Could you write out the records exactly as they are given?

─── MATERIAL FOR THIS TASK

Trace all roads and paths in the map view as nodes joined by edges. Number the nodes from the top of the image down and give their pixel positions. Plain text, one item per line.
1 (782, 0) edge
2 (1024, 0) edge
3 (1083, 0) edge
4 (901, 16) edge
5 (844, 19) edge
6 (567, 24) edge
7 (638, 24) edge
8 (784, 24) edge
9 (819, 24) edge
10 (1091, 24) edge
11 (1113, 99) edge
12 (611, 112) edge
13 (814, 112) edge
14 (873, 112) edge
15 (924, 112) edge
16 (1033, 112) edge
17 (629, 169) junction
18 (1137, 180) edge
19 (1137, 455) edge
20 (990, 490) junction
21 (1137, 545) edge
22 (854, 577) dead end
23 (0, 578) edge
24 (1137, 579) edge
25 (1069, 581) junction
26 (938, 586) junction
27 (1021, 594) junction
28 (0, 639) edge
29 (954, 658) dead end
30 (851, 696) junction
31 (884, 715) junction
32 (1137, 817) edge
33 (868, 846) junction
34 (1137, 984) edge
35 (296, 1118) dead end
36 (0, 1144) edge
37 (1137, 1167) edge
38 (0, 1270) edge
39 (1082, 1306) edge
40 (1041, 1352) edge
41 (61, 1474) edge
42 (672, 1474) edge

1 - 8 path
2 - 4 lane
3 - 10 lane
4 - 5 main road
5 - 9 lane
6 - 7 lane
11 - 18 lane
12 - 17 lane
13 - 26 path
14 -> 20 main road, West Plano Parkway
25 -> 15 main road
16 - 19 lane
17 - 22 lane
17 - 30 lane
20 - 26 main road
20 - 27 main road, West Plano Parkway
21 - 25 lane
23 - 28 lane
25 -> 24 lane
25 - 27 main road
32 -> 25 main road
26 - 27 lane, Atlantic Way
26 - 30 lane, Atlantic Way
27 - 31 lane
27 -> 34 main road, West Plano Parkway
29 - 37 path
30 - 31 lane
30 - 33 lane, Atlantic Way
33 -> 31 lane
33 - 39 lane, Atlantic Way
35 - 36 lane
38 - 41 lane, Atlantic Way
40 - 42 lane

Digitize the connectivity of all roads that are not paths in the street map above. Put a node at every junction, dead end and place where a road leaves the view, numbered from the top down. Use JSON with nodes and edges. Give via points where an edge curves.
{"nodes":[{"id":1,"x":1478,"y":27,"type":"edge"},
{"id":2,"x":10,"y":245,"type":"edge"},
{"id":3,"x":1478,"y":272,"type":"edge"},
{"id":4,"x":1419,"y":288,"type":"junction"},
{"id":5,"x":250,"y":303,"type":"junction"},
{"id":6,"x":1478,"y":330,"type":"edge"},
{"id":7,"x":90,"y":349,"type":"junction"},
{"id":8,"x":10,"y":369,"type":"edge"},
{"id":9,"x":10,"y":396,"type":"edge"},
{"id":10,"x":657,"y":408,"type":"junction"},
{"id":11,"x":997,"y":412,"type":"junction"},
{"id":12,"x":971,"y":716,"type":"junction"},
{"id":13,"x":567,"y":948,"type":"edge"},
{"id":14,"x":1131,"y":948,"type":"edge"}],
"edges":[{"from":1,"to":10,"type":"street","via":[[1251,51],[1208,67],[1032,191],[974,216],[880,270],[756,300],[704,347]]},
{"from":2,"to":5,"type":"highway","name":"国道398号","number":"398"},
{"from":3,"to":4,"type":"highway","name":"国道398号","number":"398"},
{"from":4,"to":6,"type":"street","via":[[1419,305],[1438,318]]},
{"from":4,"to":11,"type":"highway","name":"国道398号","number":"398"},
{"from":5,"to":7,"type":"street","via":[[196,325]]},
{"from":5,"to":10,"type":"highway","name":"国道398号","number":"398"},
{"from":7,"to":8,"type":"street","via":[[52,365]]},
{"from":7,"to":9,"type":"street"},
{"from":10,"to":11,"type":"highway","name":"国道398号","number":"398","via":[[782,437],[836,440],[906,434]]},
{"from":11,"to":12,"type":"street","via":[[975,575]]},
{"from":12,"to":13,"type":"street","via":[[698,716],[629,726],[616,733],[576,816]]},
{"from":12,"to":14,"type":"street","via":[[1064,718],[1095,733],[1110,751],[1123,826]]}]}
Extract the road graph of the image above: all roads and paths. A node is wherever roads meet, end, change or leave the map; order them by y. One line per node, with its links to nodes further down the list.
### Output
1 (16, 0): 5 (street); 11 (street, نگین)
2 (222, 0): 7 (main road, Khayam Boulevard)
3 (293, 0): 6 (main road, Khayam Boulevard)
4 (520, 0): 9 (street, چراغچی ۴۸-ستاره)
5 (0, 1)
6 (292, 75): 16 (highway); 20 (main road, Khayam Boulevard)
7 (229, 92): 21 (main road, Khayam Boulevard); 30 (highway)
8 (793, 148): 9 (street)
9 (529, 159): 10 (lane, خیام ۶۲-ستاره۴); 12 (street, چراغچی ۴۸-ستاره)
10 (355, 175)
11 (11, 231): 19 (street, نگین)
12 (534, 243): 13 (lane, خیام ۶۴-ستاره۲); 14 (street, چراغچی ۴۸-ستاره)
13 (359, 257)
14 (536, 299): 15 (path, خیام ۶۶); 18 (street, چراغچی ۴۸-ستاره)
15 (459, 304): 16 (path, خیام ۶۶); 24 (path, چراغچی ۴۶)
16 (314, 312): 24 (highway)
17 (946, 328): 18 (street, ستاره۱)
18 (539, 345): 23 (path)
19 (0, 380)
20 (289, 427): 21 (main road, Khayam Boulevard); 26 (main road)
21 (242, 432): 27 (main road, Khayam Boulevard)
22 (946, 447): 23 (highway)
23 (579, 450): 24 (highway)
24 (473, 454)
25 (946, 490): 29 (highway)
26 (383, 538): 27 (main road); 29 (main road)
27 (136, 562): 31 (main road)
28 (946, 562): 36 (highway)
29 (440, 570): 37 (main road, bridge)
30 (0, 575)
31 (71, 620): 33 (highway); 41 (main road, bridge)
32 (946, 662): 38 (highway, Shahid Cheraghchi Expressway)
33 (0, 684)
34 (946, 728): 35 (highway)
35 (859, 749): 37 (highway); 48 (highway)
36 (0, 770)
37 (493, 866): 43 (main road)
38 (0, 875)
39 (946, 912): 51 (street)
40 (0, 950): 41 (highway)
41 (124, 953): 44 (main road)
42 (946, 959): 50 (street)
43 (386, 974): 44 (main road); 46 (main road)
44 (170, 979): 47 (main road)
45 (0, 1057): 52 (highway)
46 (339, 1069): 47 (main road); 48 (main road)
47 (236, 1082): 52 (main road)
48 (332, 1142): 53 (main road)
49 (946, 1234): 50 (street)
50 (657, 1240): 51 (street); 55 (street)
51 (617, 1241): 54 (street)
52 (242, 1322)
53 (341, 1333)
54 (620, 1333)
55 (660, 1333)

──────

* REPLY TO THE TASK *
Trace all roads and paths in the map view as nodes joined by edges. Number the nodes from the top of the image down and give their pixel positions. Plain text, one item per line.
1 (782, 0) edge
2 (1024, 0) edge
3 (1083, 0) edge
4 (901, 16) edge
5 (844, 19) edge
6 (567, 24) edge
7 (638, 24) edge
8 (784, 24) edge
9 (819, 24) edge
10 (1091, 24) edge
11 (1113, 99) edge
12 (611, 112) edge
13 (814, 112) edge
14 (873, 112) edge
15 (924, 112) edge
16 (1033, 112) edge
17 (629, 169) junction
18 (1137, 180) edge
19 (1137, 455) edge
20 (990, 490) junction
21 (1137, 545) edge
22 (854, 577) dead end
23 (0, 578) edge
24 (1137, 579) edge
25 (1069, 581) junction
26 (938, 586) junction
27 (1021, 594) junction
28 (0, 639) edge
29 (954, 658) dead end
30 (851, 696) junction
31 (884, 715) junction
32 (1137, 817) edge
33 (868, 846) junction
34 (1137, 984) edge
35 (296, 1118) dead end
36 (0, 1144) edge
37 (1137, 1167) edge
38 (0, 1270) edge
39 (1082, 1306) edge
40 (1041, 1352) edge
41 (61, 1474) edge
42 (672, 1474) edge

1 - 8 path
2 - 4 lane
3 - 10 lane
4 - 5 main road
5 - 9 lane
6 - 7 lane
11 - 18 lane
12 - 17 lane
13 - 26 path
14 -> 20 main road, West Plano Parkway
25 -> 15 main road
16 - 19 lane
17 - 22 lane
17 - 30 lane
20 - 26 main road
20 - 27 main road, West Plano Parkway
21 - 25 lane
23 - 28 lane
25 -> 24 lane
25 - 27 main road
32 -> 25 main road
26 - 27 lane, Atlantic Way
26 - 30 lane, Atlantic Way
27 - 31 lane
27 -> 34 main road, West Plano Parkway
29 - 37 path
30 - 31 lane
30 - 33 lane, Atlantic Way
33 -> 31 lane
33 - 39 lane, Atlantic Way
35 - 36 lane
38 - 41 lane, Atlantic Way
40 - 42 lane

Digitize the connectivity of all roads that are not paths in the street map above. Put a node at every junction, dead end and place where a road leaves the view, numbered from the top down. Use JSON with nodes and edges. Give via points where an edge curves.
{"nodes":[{"id":1,"x":1478,"y":27,"type":"edge"},
{"id":2,"x":10,"y":245,"type":"edge"},
{"id":3,"x":1478,"y":272,"type":"edge"},
{"id":4,"x":1419,"y":288,"type":"junction"},
{"id":5,"x":250,"y":303,"type":"junction"},
{"id":6,"x":1478,"y":330,"type":"edge"},
{"id":7,"x":90,"y":349,"type":"junction"},
{"id":8,"x":10,"y":369,"type":"edge"},
{"id":9,"x":10,"y":396,"type":"edge"},
{"id":10,"x":657,"y":408,"type":"junction"},
{"id":11,"x":997,"y":412,"type":"junction"},
{"id":12,"x":971,"y":716,"type":"junction"},
{"id":13,"x":567,"y":948,"type":"edge"},
{"id":14,"x":1131,"y":948,"type":"edge"}],
"edges":[{"from":1,"to":10,"type":"street","via":[[1251,51],[1208,67],[1032,191],[974,216],[880,270],[756,300],[704,347]]},
{"from":2,"to":5,"type":"highway","name":"国道398号","number":"398"},
{"from":3,"to":4,"type":"highway","name":"国道398号","number":"398"},
{"from":4,"to":6,"type":"street","via":[[1419,305],[1438,318]]},
{"from":4,"to":11,"type":"highway","name":"国道398号","number":"398"},
{"from":5,"to":7,"type":"street","via":[[196,325]]},
{"from":5,"to":10,"type":"highway","name":"国道398号","number":"398"},
{"from":7,"to":8,"type":"street","via":[[52,365]]},
{"from":7,"to":9,"type":"street"},
{"from":10,"to":11,"type":"highway","name":"国道398号","number":"398","via":[[782,437],[836,440],[906,434]]},
{"from":11,"to":12,"type":"street","via":[[975,575]]},
{"from":12,"to":13,"type":"street","via":[[698,716],[629,726],[616,733],[576,816]]},
{"from":12,"to":14,"type":"street","via":[[1064,718],[1095,733],[1110,751],[1123,826]]}]}
Extract the road graph of the image above: all roads and paths. A node is wherever roads meet, end, change or leave the map; order them by y. One line per node, with its links to nodes further down the list.
### Output
1 (16, 0): 5 (street); 11 (street, نگین)
2 (222, 0): 7 (main road, Khayam Boulevard)
3 (293, 0): 6 (main road, Khayam Boulevard)
4 (520, 0): 9 (street, چراغچی ۴۸-ستاره)
5 (0, 1)
6 (292, 75): 16 (highway); 20 (main road, Khayam Boulevard)
7 (229, 92): 21 (main road, Khayam Boulevard); 30 (highway)
8 (793, 148): 9 (street)
9 (529, 159): 10 (lane, خیام ۶۲-ستاره۴); 12 (street, چراغچی ۴۸-ستاره)
10 (355, 175)
11 (11, 231): 19 (street, نگین)
12 (534, 243): 13 (lane, خیام ۶۴-ستاره۲); 14 (street, چراغچی ۴۸-ستاره)
13 (359, 257)
14 (536, 299): 15 (path, خیام ۶۶); 18 (street, چراغچی ۴۸-ستاره)
15 (459, 304): 16 (path, خیام ۶۶); 24 (path, چراغچی ۴۶)
16 (314, 312): 24 (highway)
17 (946, 328): 18 (street, ستاره۱)
18 (539, 345): 23 (path)
19 (0, 380)
20 (289, 427): 21 (main road, Khayam Boulevard); 26 (main road)
21 (242, 432): 27 (main road, Khayam Boulevard)
22 (946, 447): 23 (highway)
23 (579, 450): 24 (highway)
24 (473, 454)
25 (946, 490): 29 (highway)
26 (383, 538): 27 (main road); 29 (main road)
27 (136, 562): 31 (main road)
28 (946, 562): 36 (highway)
29 (440, 570): 37 (main road, bridge)
30 (0, 575)
31 (71, 620): 33 (highway); 41 (main road, bridge)
32 (946, 662): 38 (highway, Shahid Cheraghchi Expressway)
33 (0, 684)
34 (946, 728): 35 (highway)
35 (859, 749): 37 (highway); 48 (highway)
36 (0, 770)
37 (493, 866): 43 (main road)
38 (0, 875)
39 (946, 912): 51 (street)
40 (0, 950): 41 (highway)
41 (124, 953): 44 (main road)
42 (946, 959): 50 (street)
43 (386, 974): 44 (main road); 46 (main road)
44 (170, 979): 47 (main road)
45 (0, 1057): 52 (highway)
46 (339, 1069): 47 (main road); 48 (main road)
47 (236, 1082): 52 (main road)
48 (332, 1142): 53 (main road)
49 (946, 1234): 50 (street)
50 (657, 1240): 51 (street); 55 (street)
51 (617, 1241): 54 (street)
52 (242, 1322)
53 (341, 1333)
54 (620, 1333)
55 (660, 1333)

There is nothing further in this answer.